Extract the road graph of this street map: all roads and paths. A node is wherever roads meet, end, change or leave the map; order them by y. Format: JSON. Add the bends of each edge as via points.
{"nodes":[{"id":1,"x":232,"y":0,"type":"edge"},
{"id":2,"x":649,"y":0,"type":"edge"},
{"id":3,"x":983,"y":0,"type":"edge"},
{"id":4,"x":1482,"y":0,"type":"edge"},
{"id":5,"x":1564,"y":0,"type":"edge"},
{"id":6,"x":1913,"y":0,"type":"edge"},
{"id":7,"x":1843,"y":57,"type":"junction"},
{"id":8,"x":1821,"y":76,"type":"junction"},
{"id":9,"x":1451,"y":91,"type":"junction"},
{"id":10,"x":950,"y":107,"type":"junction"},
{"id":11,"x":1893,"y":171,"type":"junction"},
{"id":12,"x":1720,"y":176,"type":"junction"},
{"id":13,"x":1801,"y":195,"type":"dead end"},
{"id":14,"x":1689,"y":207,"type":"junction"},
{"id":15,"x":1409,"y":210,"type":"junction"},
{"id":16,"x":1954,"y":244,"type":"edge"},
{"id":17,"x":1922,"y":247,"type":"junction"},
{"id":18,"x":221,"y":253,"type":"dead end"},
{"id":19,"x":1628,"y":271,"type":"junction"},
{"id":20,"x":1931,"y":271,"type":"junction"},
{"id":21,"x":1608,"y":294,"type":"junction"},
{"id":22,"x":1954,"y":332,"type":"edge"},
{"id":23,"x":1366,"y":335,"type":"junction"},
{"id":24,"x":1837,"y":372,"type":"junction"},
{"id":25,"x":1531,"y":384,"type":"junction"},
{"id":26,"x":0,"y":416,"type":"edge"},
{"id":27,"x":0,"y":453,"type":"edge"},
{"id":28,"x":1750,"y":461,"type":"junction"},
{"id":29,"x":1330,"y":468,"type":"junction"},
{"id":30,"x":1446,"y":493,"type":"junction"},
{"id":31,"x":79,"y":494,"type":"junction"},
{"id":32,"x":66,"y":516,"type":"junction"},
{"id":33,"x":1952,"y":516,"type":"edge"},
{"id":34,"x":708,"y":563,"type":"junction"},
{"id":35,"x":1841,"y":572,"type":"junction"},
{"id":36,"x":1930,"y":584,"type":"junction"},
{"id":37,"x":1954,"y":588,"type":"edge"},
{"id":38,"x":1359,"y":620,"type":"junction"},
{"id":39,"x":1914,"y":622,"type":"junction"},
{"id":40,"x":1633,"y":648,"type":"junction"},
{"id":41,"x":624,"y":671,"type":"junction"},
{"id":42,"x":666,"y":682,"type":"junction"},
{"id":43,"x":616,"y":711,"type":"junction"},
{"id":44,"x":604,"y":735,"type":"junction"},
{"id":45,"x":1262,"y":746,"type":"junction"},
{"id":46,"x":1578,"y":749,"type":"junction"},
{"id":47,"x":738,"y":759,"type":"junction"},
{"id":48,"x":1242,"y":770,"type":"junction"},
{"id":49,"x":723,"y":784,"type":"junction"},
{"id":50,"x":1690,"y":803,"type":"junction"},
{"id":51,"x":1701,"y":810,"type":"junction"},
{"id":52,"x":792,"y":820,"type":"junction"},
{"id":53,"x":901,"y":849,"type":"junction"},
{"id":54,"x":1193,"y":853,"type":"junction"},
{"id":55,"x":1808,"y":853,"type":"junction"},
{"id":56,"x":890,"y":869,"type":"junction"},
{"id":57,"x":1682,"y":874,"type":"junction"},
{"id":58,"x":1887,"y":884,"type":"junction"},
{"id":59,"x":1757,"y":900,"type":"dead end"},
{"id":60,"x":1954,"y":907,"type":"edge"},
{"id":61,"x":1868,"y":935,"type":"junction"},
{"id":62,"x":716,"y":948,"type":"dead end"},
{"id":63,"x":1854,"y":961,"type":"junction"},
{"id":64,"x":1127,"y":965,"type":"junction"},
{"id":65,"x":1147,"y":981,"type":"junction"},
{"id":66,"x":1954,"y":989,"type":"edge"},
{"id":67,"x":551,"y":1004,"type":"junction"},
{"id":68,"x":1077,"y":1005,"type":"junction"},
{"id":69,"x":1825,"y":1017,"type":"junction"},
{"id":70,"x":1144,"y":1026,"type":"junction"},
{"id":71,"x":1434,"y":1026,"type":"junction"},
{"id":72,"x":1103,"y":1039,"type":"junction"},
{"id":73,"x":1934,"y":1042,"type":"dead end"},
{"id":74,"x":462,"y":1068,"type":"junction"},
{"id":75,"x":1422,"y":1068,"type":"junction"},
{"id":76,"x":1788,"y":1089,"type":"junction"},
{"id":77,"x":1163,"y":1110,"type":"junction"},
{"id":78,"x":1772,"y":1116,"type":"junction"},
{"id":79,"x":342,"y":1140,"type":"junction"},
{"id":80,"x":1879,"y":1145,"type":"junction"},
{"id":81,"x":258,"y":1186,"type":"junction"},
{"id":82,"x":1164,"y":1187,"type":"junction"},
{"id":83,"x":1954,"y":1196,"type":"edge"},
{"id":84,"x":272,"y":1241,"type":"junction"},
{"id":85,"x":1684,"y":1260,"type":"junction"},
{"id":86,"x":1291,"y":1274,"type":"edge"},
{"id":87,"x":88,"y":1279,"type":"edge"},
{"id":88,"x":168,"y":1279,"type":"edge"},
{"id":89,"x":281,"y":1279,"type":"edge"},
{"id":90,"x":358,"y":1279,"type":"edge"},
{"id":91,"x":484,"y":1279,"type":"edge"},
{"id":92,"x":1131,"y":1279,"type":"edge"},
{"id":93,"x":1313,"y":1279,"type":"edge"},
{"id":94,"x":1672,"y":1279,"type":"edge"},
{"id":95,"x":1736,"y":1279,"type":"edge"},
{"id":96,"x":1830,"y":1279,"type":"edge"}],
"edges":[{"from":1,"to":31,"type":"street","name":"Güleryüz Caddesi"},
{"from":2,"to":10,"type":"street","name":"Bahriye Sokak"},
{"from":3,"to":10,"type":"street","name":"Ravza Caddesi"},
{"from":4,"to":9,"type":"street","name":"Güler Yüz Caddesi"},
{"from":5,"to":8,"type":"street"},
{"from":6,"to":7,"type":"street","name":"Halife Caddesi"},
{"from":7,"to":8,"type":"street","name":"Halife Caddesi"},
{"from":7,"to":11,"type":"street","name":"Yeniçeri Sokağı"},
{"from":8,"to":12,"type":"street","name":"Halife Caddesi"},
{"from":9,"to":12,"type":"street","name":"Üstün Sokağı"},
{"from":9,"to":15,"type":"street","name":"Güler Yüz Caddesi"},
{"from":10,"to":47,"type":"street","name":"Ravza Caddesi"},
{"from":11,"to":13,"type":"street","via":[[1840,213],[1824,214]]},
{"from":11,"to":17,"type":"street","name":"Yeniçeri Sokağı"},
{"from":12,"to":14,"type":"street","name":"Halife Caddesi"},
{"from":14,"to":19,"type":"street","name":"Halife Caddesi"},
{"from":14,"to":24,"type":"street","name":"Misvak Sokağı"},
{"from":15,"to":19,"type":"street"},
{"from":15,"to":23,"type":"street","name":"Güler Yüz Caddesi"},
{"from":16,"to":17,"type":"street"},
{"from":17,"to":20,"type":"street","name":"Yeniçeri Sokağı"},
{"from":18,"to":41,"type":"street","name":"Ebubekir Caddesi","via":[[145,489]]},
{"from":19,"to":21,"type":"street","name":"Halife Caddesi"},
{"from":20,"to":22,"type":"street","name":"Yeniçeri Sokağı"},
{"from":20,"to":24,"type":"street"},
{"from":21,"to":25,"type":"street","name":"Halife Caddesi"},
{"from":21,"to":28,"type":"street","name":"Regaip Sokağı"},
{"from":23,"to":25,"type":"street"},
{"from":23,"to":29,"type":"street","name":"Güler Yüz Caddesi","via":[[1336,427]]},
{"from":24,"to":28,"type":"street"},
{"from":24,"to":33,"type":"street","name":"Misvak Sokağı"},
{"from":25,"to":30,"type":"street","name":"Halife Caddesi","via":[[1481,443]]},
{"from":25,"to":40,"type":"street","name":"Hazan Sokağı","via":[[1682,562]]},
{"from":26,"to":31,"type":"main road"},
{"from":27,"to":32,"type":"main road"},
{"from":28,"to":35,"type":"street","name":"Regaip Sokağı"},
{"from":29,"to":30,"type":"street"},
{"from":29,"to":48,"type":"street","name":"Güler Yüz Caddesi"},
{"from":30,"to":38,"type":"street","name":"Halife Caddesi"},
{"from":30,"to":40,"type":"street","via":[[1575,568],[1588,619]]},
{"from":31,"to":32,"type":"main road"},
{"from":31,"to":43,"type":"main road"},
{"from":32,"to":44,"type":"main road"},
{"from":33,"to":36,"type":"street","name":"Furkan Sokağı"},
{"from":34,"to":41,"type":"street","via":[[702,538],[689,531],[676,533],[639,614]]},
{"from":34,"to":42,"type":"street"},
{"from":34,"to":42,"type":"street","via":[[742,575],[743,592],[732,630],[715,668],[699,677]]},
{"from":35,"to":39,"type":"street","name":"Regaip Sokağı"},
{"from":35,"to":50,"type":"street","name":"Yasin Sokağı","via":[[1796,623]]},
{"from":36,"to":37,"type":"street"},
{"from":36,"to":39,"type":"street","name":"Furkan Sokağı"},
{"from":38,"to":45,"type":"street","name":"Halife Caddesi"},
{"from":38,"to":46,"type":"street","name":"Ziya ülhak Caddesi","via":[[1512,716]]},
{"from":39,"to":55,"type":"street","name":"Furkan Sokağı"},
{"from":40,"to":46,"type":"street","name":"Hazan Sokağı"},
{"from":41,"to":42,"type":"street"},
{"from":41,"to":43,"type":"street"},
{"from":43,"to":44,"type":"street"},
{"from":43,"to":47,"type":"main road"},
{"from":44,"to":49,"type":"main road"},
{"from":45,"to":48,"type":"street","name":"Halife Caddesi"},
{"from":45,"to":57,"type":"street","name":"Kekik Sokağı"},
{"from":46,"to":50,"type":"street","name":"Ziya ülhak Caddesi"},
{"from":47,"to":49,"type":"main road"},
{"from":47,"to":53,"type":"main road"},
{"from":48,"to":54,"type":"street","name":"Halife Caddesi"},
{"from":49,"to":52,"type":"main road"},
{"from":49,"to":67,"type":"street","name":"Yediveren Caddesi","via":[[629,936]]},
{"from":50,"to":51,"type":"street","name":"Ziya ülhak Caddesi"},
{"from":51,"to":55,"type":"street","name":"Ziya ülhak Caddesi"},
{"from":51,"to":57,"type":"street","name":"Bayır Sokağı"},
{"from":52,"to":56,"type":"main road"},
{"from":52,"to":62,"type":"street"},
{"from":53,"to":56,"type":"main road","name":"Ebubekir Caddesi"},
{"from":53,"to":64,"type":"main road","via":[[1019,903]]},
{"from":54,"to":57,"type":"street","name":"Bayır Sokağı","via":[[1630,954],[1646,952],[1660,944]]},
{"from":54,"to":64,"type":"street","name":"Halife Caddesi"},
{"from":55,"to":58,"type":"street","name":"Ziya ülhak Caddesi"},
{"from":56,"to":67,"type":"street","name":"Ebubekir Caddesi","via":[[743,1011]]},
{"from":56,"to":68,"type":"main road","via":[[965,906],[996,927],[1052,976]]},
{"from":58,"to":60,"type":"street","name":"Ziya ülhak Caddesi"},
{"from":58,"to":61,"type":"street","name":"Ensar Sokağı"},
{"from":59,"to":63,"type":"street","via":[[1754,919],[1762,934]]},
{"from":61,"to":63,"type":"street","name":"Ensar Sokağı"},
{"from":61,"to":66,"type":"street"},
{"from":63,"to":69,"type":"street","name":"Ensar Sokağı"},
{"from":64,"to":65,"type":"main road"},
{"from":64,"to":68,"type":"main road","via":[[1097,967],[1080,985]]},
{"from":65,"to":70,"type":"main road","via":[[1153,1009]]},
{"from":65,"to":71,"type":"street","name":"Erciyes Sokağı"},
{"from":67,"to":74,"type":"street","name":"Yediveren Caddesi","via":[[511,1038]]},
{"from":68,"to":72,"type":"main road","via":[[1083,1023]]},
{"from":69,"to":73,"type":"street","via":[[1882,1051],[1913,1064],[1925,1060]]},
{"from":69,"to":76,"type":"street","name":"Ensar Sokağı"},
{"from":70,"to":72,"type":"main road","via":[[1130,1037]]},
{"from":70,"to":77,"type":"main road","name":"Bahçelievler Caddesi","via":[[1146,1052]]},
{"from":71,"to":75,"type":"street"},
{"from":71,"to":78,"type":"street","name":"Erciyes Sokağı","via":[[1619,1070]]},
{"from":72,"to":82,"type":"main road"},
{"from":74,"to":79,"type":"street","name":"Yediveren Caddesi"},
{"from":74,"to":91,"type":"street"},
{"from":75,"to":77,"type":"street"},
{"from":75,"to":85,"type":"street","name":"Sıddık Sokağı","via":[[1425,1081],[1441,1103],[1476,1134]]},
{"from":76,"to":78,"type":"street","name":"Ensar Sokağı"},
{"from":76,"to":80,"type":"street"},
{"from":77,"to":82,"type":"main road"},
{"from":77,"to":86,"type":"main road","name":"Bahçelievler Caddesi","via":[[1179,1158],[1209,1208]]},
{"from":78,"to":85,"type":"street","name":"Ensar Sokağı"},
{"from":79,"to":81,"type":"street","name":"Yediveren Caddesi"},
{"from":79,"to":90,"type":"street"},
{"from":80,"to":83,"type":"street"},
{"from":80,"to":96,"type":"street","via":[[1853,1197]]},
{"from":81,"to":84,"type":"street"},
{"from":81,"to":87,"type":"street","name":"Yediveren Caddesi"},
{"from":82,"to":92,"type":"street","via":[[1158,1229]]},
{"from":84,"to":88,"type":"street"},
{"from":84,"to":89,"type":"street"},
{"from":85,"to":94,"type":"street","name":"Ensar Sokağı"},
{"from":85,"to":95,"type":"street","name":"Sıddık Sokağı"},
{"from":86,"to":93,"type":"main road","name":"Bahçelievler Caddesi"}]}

#### ABOUT THIS TASK:
When a line in the data contains "dead", return it as written.

#### SOLVED PROBLEM:
{"id":13,"x":1801,"y":195,"type":"dead end"},
{"id":18,"x":221,"y":253,"type":"dead end"},
{"id":59,"x":1757,"y":900,"type":"dead end"},
{"id":62,"x":716,"y":948,"type":"dead end"},
{"id":73,"x":1934,"y":1042,"type":"dead end"},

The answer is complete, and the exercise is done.